Relatedly, we have found that, under Texas law, an agent’s “serious criminal activity” is almost never taken within the scope of authority granted by the principal:

Indeed, an employee’s willful and malicious actions made in the scope of his employment, or any acts which are so connected with and immediately grow out of another act of the employee imputable to the employer, are imputed to the employer unless the employee’s actions involve serious criminal activity. *765Under the exception, an employer is not liable for the employee’s intentional or malicious actions that are unforeseeable considering the employee’s duties. Thus, even criminal acts can be in the course and scope and impute liability if the acts are foreseeable considering the employee’s duties.85

There are no facts in the record suggesting that it was foreseeable to Kent Mathews that his son would commit an act of racial terrorism upon receipt of authority to “wrap things up.” Indeed, the jury explicitly found that Wayne’s- acts were unforeseeable to Kent in its response to jury interrogatory 3.

Because the record contains no facts suggesting that Wayne Mathews’ criminal activity was taken within the scope of authority granted him by Kent Mathews, we conclude that the district court’s finding to the contrary was clearly erroneous. Accordingly, the district court abused its discretion in granting the Rosses’ Rule 59(e) motion to amend the judgment.

VI

For the foregoing reasons, both the order denying intervention and the amended final judgment are REVERSED and this ease is REMANDED with instructions to enter a take-nothing judgment as to Kent Mathews.

REVERSED and REMANDED.

. After a federal investigation, the members of the group were apprehended. Wayne pleaded guilty to one count of conspiracy to commit civil rights violations and served time in a federal penitentiary.

. Although, originally filed in state court, the suit was quickly removed by the U.S. Attorney’s office to the federal district court for the Southern District of Texas.

.Pursuant to its reservation of rights, Allstate later filed a declaratory judgment action seeking a judicial determination that it had no obligation under the homeowner's policy to defend or indemnify Kent, Sally or Wayne in the present suit. This action remains pending before the same court that tried this case. See Allstate Tex. Lloyds Ins. Co. v. Mathews, No. 4:02-CV-0964 (S.D. Tex., filed Mar. 12, 2002).

. Ross v. Marshall, No. H-01-1311, at 2 (S.D.Tex. May 28, 2003) (unpublished final judgment).

. Ross v. Marshall, No. H-01-1311, at 2 (S.D.Tex.
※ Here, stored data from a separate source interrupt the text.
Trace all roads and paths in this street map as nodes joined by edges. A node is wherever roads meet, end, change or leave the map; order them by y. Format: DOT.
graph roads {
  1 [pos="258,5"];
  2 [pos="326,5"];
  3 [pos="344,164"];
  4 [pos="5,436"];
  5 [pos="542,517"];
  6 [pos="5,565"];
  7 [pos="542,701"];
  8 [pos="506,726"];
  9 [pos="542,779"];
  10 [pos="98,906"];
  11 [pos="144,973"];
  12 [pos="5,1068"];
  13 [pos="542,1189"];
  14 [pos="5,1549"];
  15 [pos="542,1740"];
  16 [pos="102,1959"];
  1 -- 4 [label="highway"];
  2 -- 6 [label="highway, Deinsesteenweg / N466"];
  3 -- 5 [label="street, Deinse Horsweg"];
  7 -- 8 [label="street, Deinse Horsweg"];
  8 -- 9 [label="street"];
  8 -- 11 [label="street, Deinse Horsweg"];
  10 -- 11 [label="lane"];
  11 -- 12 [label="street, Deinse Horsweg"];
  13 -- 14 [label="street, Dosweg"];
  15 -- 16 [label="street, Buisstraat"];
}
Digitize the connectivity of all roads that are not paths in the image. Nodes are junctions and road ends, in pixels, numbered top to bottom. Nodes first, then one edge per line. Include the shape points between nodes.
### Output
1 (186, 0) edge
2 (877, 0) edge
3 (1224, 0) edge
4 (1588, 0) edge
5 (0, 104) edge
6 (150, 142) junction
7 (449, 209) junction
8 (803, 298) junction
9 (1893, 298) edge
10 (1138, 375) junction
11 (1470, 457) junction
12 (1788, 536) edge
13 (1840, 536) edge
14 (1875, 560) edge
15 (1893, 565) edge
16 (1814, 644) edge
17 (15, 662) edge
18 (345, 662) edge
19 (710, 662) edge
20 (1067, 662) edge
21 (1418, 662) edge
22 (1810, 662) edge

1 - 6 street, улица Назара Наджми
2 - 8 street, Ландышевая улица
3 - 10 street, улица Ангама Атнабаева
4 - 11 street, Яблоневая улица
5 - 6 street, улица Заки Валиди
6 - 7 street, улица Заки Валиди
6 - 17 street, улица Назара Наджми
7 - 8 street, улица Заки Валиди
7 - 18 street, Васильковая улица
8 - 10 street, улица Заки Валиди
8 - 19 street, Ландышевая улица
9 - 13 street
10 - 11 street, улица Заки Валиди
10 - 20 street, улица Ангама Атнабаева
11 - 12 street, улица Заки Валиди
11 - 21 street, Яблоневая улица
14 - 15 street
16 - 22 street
Aug. 20, 2003) (unpublished amended final judgment).

. Ross v. Marshall, No. H-01-1311, at 1-2 (S.D.Tex. Aug. 20, 2003) (unpublished order).

. Id. at 3.

. See Hernandez ex rel. Hernandez v. Tex. Dep't. of Protective & Regulatory Servs., 380 F.3d 872, 878 (5th Cir.2004) ("Prior to reaching the merits, we must verify, sua sponte, that our jurisdiction ... is proper.”); In re McCloy, 296 F.3d 370, 373 (5th Cir.2002) ("[A] lack of subject matter jurisdiction may be raised at any time, and we can examine the lack of subject matter jurisdiction for the first time on appeal.”).

. Avoyelles Sportsmen's League, Inc. v. Marsh, 715 F.2d 897, 928 (5th Cir.1983).

. See Nicol v. Gulf Fleet Supply Vessels, Inc., 743 F.2d 298, 299 (5th Cir.1984) (district court lacked jurisdiction to entertain motion to intervene filed seven days before notice of appeal, but not ruled on until after appeal was taken); Avoyelles Sportsmen's League, Inc., 715 F.2d at 927-28 (district court lacked jurisdiction to entertain motion to intervene filed more than one month after a timely notice of appeal).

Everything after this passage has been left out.